Frage an Rose-Felicitas Pauly von Ronald S. bezüglich Recht
Sehr geehrte Frau Pauly,
in der jüngsten Vergangenheit ist Hamburg mit der Volksgesetzgebung und dem neuen Wahlrecht sehr weit in Richtung mehr direkter Demokratie voran gegangen. Leider müssen die Bürgerinnen und Bürger nun erleben, wie schnell solche Fortschritte wieder schrittweise abgebaut werden können.
1. Sind Sie der meinung, dass durch Volkes Wille herbeigeführte Gesetze einfach durch den Senat / die Bürgerschaft wieder rückgängig gemacht werden dürfen?
2. Befürworten Sie die Volksgesetzgebung dem Grunde nach, und halten Sie eine ähnlich gelagerte Volksgesetzgebung auf Bundesebene für sinnvoll?
3. Würden Sie eine Änderung des Bundeswahlrechts analog dem neuen Hamburger Wahlrecht befürworten?

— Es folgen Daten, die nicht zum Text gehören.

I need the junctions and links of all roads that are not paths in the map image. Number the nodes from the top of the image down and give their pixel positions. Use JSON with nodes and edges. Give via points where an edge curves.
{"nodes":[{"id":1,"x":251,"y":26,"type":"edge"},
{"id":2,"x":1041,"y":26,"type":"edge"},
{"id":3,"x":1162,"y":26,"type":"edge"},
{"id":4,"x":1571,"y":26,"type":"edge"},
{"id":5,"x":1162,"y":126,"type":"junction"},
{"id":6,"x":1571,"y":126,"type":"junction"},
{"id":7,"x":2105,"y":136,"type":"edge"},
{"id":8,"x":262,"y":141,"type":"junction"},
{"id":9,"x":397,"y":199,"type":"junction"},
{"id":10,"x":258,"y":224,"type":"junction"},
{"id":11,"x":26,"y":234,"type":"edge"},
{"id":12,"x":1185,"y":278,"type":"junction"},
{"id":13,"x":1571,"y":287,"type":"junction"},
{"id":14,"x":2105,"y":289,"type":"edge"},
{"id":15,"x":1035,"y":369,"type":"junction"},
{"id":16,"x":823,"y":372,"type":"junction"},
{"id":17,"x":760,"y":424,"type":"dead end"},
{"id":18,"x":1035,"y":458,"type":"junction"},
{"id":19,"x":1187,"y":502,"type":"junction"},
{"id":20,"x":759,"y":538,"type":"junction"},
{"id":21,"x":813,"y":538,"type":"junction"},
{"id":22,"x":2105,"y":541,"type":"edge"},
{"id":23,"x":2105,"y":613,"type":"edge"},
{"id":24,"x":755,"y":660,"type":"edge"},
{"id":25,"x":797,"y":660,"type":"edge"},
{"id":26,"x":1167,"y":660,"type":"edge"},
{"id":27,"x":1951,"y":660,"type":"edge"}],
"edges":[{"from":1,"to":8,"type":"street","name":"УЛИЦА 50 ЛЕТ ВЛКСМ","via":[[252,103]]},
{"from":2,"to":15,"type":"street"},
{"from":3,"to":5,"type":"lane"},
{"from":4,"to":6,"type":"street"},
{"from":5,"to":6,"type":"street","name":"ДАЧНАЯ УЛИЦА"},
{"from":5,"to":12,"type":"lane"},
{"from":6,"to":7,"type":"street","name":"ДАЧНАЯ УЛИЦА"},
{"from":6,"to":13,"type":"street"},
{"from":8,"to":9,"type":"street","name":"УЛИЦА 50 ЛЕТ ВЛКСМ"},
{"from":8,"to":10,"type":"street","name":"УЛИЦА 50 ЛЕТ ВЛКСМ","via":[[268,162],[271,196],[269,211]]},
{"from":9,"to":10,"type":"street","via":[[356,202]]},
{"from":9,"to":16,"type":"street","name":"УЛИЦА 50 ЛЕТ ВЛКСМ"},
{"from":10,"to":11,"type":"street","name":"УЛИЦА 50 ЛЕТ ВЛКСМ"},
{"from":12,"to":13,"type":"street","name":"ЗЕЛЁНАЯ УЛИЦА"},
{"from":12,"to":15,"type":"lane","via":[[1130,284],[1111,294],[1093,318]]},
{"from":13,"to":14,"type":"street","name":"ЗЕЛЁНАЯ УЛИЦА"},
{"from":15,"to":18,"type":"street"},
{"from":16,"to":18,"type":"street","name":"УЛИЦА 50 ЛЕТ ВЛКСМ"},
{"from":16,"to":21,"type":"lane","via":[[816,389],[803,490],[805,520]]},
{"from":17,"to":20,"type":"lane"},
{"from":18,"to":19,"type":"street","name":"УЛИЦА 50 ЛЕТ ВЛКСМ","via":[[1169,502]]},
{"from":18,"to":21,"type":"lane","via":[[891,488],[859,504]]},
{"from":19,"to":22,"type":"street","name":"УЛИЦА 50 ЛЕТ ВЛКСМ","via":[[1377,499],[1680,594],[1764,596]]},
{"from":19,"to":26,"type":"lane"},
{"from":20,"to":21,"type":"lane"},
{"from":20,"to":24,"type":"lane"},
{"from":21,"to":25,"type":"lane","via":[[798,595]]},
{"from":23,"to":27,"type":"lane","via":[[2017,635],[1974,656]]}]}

Für die Beantwortung meiner Fragen bedanke ich mich im Vorwege.
Mit freundlichen Grüßen
gez. - Ronald Saß -
Sehr geehrter Herr Saß
Ich gebe Ihnen Recht, wir brauchen mehr Bürgernähe mit mehr direkten Entscheidungsmöglichkeiten des Bürgers selbst.
zu Frage 1
Im Grundsatz stimme ich Ihnen zu, gebe aber zu bedenken, dass die Ergebnisse von Volksentscheiden auch bezahlbar und praktikabel sein müssen. Zwar dürfen nach Hamburger Recht keine Volksentscheide zu haushaltsrelevanten Fragen getroffen werden, letztlich kosten die Ergebnisse aber immer Geld und berühren damit das Budgetrecht des Parlaments. Quoren sollten einerseits nicht so niedrig sein, dass Minderheiten über die Politik bestimmen können, andererseits die Volksbeteiligung nicht durch hohe Hürden ausschließen. Zugegeben ist das ein nicht ganz einfacher Balanceakt.
zu Frage 2:
Die Schweiz hat mit der Volksgesetzgebung gute Erfahrungen gemacht. In wieweit sich das auf ein bevölkerungsreiches Land wie die Bundesrepublik übertragen lässt, wird man ausprobieren müssen. Jedenfalls wollen wir von der FDP die Bürger in Form von Bürgerentscheiden, Bürgerbegehren und Bürgerbefragungen auch auf Bundesebene an der Politik beteiligen und finden beispielsweise, dass über eine so grundlegende Frage wie die europäische Verfassung die Bürger hätten entscheiden müssen.
zu Frage 3:
Die Parteien sollen an der politischen Willensbildung der Gesellschaft mitwirken, sie aber nicht ersetzen. Vielfach haben die Parteien den Staat in Besitz genommen, deshalb müssen die Parlamente wieder repräsentativer werden. Das erreichen wir durch die Möglichkeit des Kumulierens und Panaschierens, wie das Hamburger Wahlrecht es künftig vorschreibt. So erreichen die Bürger ein Höchstmaß ein Einfluss auf die Zusammensetzung der Parlamente und können Parteilisten gehörig durcheinander bringen. Ich finde das sehr gut, das Verfahren bewährt sich seit vielen Jahren in Bayern und die FDP fordert es in ihrem Wahlprogramm für alle Wahlen auf Bundes- und Landesebene.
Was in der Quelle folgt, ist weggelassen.